• [Prompt]:
Copy out every line of the records where the string "Exterckoetter" occurs.
=== Provided material ===
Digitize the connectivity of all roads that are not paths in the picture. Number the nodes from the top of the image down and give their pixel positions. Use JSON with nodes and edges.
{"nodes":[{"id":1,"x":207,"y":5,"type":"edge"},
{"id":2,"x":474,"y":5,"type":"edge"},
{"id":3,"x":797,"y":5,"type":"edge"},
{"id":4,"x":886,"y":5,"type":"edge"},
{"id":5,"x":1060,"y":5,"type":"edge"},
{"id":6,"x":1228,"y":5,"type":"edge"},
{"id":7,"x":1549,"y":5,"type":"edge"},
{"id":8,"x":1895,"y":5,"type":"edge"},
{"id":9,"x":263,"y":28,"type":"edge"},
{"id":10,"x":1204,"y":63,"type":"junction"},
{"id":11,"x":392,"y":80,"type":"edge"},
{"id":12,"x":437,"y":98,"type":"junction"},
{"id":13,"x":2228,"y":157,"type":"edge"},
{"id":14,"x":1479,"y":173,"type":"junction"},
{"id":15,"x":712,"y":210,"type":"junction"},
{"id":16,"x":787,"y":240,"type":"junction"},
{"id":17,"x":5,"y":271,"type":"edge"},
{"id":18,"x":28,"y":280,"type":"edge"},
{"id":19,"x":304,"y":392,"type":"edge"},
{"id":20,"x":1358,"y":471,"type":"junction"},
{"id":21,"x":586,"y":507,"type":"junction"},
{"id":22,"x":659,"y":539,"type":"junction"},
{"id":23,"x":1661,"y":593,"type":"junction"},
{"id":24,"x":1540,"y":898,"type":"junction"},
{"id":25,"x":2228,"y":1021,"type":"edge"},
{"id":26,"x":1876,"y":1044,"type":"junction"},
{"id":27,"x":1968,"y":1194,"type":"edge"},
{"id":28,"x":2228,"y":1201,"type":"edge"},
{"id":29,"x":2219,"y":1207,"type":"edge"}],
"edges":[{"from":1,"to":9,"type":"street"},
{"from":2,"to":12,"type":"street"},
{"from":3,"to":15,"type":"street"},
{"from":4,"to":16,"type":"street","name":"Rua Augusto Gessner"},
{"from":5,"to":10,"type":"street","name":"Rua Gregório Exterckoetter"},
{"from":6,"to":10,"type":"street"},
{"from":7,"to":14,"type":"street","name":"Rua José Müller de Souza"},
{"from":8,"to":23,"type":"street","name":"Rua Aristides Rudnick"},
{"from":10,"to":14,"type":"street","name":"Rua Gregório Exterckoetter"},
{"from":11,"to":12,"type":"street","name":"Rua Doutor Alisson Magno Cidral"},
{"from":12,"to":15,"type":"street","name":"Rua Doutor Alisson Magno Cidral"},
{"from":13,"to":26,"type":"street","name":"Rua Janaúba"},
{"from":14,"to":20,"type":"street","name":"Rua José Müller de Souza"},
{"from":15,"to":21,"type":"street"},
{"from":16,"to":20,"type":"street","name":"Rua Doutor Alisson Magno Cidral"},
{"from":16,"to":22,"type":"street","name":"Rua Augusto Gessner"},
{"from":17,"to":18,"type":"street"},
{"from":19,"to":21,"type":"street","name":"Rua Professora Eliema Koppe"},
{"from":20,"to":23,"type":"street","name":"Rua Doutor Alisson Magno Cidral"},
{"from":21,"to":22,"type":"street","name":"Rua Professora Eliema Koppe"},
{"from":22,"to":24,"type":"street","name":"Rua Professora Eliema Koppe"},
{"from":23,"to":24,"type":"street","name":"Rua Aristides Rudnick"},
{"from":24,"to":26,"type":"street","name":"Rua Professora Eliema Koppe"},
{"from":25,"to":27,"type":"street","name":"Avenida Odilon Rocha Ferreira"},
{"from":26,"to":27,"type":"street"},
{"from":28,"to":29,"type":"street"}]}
===
• [Answer to this exercise]:
{"from":5,"to":10,"type":"street","name":"Rua Gregório Exterckoetter"},
{"from":10,"to":14,"type":"street","name":"Rua Gregório Exterckoetter"},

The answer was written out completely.